Principle:Microsoft Semantic kernel Data Ingestion
Overview
The Data Ingestion principle describes the process of persisting embedded records into a vector store collection. Ingestion is the step that transforms prepared, in-memory data model instances — complete with their text content and computed vector embeddings — into durable, searchable records in the vector store backend.

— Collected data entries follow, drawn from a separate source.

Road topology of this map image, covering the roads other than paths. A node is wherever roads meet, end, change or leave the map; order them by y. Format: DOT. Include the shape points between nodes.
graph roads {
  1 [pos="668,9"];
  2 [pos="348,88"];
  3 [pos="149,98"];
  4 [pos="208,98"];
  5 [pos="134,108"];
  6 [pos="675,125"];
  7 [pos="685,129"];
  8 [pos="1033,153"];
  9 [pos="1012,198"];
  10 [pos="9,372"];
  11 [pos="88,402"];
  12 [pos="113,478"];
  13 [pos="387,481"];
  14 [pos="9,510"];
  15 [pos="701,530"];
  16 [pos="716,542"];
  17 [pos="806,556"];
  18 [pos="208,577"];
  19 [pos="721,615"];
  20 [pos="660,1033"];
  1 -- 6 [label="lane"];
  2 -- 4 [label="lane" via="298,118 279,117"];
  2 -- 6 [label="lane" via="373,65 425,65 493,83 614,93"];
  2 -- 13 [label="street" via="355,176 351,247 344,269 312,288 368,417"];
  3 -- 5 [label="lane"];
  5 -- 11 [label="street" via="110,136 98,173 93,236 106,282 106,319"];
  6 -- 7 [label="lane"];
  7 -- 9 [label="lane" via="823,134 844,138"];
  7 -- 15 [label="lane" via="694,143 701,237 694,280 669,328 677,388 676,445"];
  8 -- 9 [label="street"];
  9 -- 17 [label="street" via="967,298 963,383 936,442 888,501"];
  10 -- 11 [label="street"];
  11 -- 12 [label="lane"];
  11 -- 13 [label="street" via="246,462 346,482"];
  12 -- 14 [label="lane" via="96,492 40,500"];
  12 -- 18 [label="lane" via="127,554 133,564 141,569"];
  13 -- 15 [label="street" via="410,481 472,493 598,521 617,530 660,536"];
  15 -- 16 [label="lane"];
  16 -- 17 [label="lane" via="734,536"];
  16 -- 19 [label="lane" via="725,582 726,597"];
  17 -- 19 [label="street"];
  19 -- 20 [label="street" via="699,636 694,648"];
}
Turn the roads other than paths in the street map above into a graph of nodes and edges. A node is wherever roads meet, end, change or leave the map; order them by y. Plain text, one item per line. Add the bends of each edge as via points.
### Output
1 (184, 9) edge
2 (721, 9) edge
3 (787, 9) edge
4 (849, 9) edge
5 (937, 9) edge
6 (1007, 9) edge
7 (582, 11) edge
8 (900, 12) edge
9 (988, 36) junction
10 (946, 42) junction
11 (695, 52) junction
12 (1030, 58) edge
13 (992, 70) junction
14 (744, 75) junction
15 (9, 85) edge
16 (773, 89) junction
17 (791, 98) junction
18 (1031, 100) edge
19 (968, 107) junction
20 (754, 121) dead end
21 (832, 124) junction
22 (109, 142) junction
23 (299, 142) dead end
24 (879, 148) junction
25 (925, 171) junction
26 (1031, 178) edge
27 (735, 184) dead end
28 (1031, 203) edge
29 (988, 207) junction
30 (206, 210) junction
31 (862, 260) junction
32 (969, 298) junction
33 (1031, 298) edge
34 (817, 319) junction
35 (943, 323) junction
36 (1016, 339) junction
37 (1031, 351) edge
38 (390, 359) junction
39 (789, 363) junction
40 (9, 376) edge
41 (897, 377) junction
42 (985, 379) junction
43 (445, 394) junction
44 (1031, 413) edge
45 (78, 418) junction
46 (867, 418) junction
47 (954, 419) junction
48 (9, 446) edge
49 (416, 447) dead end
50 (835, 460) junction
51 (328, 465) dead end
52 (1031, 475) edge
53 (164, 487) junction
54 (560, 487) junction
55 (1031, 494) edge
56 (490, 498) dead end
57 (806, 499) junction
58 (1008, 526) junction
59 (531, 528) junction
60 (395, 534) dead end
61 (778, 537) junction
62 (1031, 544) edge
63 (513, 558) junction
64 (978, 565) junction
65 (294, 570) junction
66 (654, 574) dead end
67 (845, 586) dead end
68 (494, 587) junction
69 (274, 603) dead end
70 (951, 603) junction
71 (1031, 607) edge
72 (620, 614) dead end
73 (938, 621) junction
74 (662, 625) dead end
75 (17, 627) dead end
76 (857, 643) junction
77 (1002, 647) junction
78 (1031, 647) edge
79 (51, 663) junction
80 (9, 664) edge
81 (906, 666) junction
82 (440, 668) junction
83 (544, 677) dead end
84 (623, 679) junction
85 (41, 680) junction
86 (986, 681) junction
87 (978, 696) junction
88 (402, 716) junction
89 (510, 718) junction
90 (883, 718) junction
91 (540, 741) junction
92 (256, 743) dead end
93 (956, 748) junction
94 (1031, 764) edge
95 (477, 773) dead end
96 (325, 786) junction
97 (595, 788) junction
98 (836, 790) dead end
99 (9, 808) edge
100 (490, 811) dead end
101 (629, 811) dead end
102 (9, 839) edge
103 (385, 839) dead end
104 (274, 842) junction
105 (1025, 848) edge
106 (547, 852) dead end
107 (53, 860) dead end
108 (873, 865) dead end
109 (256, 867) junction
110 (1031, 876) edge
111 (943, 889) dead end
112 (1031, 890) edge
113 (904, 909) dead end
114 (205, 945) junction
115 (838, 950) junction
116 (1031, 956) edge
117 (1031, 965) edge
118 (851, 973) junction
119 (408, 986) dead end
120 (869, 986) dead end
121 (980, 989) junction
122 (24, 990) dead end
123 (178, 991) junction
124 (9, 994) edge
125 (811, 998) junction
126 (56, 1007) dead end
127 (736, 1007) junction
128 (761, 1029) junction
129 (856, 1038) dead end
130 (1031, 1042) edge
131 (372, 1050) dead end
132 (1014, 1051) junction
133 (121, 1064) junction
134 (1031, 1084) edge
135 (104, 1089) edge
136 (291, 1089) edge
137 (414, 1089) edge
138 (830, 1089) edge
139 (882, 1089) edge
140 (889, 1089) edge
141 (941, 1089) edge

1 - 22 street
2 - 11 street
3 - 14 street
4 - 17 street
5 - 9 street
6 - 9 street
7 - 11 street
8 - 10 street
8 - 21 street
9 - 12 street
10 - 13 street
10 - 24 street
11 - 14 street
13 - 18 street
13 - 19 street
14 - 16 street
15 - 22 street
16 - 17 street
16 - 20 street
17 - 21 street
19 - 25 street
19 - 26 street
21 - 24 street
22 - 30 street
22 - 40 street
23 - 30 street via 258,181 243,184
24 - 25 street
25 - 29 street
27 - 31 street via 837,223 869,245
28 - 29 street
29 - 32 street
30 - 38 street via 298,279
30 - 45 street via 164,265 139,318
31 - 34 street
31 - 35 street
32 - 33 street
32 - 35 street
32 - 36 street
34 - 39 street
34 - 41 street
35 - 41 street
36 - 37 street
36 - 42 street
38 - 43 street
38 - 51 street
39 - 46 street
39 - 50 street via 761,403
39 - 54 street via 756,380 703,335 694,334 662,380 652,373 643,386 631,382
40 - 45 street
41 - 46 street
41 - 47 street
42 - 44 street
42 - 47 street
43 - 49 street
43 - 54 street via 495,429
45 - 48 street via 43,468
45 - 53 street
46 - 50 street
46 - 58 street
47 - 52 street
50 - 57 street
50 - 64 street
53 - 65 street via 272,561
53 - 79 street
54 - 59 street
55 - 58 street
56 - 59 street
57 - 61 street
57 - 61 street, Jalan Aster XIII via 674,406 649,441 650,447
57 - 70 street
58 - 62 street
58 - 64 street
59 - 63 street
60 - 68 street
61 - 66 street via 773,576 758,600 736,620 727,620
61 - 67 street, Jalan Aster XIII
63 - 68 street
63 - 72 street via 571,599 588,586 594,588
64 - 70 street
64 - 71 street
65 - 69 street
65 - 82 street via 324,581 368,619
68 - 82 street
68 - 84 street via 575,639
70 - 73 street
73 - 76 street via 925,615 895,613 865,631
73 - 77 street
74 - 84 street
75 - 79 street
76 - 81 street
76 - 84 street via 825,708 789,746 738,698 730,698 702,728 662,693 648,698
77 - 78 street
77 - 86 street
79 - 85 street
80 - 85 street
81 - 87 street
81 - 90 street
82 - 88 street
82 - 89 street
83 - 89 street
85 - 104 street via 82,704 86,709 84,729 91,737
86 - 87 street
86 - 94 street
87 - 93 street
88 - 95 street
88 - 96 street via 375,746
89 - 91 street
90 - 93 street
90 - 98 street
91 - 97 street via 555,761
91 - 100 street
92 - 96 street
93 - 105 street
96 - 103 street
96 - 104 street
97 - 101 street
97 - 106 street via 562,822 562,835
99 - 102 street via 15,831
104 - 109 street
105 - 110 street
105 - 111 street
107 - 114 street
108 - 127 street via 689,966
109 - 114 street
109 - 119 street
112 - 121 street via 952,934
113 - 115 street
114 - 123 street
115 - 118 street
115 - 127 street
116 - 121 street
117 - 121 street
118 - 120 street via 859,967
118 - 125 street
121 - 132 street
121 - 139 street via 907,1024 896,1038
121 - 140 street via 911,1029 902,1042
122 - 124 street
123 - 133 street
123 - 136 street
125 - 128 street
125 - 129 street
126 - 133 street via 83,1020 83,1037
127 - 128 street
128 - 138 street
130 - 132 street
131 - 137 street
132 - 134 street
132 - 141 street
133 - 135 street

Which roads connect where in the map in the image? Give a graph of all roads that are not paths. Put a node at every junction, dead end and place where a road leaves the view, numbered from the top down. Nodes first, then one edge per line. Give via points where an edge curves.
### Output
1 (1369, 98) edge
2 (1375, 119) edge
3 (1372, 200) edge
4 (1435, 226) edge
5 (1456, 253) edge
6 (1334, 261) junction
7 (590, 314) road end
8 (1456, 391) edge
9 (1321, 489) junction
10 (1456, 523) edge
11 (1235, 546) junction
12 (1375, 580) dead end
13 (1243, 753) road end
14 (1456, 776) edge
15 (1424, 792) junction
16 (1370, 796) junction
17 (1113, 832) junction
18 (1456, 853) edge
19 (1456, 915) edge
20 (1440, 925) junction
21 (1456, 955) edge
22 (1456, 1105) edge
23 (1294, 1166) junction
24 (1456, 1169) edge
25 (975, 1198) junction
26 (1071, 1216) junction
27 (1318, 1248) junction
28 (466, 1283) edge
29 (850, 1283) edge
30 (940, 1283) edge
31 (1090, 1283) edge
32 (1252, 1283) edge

Semantic Kernel's ingestion API follows upsert semantics (update-or-insert): if a record with the given key already exists, it is updated; if not, it is created. This makes the ingestion process idempotent and safe for repeated execution.
Motivation
A vector store is only useful if it contains data. The ingestion step bridges the gap between data preparation (embedding generation, content formatting) and data utilization (search, retrieval). Several design challenges arise:
- Idempotency: Re-running an ingestion pipeline should not create duplicate records or corrupt existing data
- Collection lifecycle: The target collection must exist before records can be inserted
- Atomicity: Individual record operations should succeed or fail independently
- Efficiency: Bulk ingestion of many records should minimize round-trips to the backend
The Data Ingestion principle addresses these challenges through a simple two-step pattern: ensure the collection exists, then upsert the records.
Core Concepts
Upsert Semantics
The term upsert combines "update" and "insert":
- If a record with the specified key does not exist in the collection, a new record is inserted
- If a record with the specified key already exists, the existing record is updated with the new values
This behavior is consistent across all vector store backends and eliminates the need for separate "check if exists, then insert or update" logic.
Two-Step Ingestion Pattern
Every ingestion workflow follows the same two steps:
EnsureCollectionExistsAsync()— Idempotently creates the collection and its indexes if they do not already existUpsertAsync(records)— Persists one or more records into the collection using upsert semantics
This pattern is deliberately simple. More complex pipelines (chunking, incremental updates, deduplication) are built on top of these two primitives.
Pre-Ingestion Requirements
Before calling UpsertAsync, each record must be fully prepared:
- The key property must have a unique value
- All data properties should be populated with their content
- The vector property must contain a valid embedding of the correct dimensionality
Attempting to upsert a record with a null or empty vector field will result in a runtime error on most backends.
Design Principles
Simplicity Over Flexibility
The ingestion API intentionally provides a single UpsertAsync method rather than separate insert and update methods. This reduces cognitive load and eliminates an entire category of "does it exist?" conditional logic.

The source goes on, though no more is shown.